0.2.1 • Published 9 years ago

hackernews2nntp v0.2.1

Weekly downloads
1
License
MIT
Repository
github
Last release
9 years ago

Post Hacker News Stories & Comments to an NNTP Server

Or how to read HN offline.

Features

  • Uses the official HN API
  • No configuration files
  • CLI
  • Compatible w/ cron jobs
  • MIME multipart/alternative mails w/ html & txt portions
  • Mostly stateless
  • Read-only
  • No up-voting support or score updates

A screenshot of running mutt

Requirements

  • nodejs 0.10.3x
  • rnews CL util from INN package
  • w3m browser

Installation & Setup

(in Fedora 21)

# yum install w3m inn

Add this to sudoers (replacing alex w/ your user name):

alex ALL = (news) NOPASSWD: /bin/rnews

Then in the cloned repo:

$ make

or just

# npm install -g hackernews2nntp

Check your local inn

# /usr/libexec/news/ctlinnd newgroup news.ycombinator

must not raise an error.

Then

$ hackernews2nntp-get exact 8874 -v | hackernews2nntp-convert -v -f mbox > 1.mbox

will download a HN comment & convert it to mbox format. If you have mutt installed, you can view it via mutt -f 1.box.

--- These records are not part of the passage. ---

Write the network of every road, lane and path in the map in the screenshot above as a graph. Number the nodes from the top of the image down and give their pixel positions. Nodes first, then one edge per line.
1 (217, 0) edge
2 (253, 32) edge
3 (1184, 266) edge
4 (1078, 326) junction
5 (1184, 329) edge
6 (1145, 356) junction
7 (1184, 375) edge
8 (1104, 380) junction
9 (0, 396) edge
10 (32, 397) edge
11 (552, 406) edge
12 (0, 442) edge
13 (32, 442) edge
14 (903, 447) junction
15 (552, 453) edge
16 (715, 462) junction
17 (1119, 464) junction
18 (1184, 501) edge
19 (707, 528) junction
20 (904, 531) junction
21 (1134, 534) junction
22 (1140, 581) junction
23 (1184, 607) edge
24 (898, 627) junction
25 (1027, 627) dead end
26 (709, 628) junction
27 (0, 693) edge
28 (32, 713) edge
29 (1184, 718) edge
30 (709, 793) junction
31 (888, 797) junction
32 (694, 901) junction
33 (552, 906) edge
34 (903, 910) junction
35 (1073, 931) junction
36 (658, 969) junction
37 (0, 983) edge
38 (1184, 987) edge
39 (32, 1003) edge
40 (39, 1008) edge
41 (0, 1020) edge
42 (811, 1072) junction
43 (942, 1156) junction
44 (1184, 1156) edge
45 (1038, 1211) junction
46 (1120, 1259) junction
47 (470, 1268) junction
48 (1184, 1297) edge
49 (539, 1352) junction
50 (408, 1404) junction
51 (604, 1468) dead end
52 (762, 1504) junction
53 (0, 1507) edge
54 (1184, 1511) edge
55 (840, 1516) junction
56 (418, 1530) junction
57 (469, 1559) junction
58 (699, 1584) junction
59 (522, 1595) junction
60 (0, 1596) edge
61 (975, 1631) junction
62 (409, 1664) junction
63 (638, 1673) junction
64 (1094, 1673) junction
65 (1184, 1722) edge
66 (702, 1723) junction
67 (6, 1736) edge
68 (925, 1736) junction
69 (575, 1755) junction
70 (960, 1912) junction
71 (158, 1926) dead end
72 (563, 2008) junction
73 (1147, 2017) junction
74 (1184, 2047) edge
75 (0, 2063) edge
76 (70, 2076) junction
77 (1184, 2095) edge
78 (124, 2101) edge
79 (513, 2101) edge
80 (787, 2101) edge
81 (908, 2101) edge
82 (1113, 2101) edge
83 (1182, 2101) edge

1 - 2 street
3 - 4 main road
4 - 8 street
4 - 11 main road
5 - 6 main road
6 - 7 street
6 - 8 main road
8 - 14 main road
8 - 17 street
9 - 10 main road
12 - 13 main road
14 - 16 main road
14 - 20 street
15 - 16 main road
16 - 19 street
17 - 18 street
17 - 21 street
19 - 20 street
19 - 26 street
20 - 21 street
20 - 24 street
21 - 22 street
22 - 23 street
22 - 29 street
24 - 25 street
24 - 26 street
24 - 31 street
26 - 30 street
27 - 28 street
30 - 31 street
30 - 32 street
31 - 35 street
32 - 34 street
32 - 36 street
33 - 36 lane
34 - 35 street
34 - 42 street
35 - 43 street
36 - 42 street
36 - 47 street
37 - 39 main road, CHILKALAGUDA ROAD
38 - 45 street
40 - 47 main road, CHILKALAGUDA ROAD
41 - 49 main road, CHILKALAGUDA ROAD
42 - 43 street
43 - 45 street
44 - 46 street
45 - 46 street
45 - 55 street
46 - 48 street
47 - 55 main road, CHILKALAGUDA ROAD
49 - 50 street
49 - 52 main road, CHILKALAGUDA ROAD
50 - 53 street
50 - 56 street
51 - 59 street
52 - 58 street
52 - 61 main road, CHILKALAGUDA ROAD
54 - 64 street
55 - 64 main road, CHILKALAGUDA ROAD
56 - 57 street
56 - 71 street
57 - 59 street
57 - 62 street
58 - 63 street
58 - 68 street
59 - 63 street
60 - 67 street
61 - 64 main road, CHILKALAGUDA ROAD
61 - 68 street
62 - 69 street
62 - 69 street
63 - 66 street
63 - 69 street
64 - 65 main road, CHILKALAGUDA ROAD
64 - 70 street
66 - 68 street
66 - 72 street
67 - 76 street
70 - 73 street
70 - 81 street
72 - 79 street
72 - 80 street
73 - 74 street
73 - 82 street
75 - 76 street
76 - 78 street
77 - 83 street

$ hackernews2nntp-get exact 8874 -v | hackernews2nntp-convert -v | sudo rnews -N

will post the same comment to news.ycombinator group. If the message didn't appear (because it's too old (Apr 2007) for a default INN settings), run

$ journalctl /bin/rnews
$ journalctl -u innd

Examples

  1. Get top 100 stories & all comments for them, then exit:

    $ hackernews2nntp-get top100 -v | hackernews2nntp-convert -v | sudo rnews -N

    If you get an EPIPE error, don't pipe to rnews but try to invoke hackernews2nntp-conver w/ --fork option:

    $ hackernews2nntp-get top100 -v | hackernews2nntp-convert -v --fork

    (It will call sudo rnews -N internally for each article.)

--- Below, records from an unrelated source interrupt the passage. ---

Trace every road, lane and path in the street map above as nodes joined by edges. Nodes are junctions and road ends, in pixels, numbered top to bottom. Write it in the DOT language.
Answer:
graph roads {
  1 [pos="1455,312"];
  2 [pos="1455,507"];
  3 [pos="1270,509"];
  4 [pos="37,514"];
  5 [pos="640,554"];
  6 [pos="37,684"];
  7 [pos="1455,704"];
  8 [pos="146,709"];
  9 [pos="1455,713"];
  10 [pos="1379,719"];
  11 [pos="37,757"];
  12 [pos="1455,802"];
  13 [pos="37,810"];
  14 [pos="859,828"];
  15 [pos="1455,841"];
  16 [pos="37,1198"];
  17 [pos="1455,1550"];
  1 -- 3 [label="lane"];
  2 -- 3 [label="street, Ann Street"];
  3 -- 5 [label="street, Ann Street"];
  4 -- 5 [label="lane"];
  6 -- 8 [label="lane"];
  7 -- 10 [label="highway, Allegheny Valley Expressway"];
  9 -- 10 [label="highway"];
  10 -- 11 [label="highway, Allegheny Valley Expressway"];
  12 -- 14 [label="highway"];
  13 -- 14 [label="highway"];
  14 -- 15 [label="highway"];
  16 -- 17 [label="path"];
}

  2. Get last 200 stories/comments, then exit:

    $ hackernews2nntp-get last 200 -v --nokids | hackernews2nntp-convert -v | sudo rnews -N
  3. Don't post anything to an NNTP server but create 1 big .mbox file:

    $ rm 1.mbox
    $ hackernews2nntp-get top100 -v | hackernews2nntp-convert -v -f mbox >> 1.mbox
  4. Get stories/comments in range from 8,000,000 to 8,000,100:

    $ hackernews2nntp-get -v --nokids range 8000000 8000100 | hackernews2nntp-convert -v | sudo rnews -N
  5. Get stories/comments from 8859730 up to the most current one & save the last (highest numerical value) item id in /tmp/last-item.txt:

    		$ hackernews2nntp-get -v --maxitem-save /tmp/last-item.txt --nokids range 8859730 | hackernews2nntp-convert -v | sudo rnews -N

FAQ

  1. I have a problem w/ rnews.

    Please, don't ask me any questions about INN. I have a very vague idea how it works. I've chosen rnews because it (a) can read articles form stdin in a batch mode, (b) doesn't modify the incoming article, (c) fast, (d) comes w/ INN.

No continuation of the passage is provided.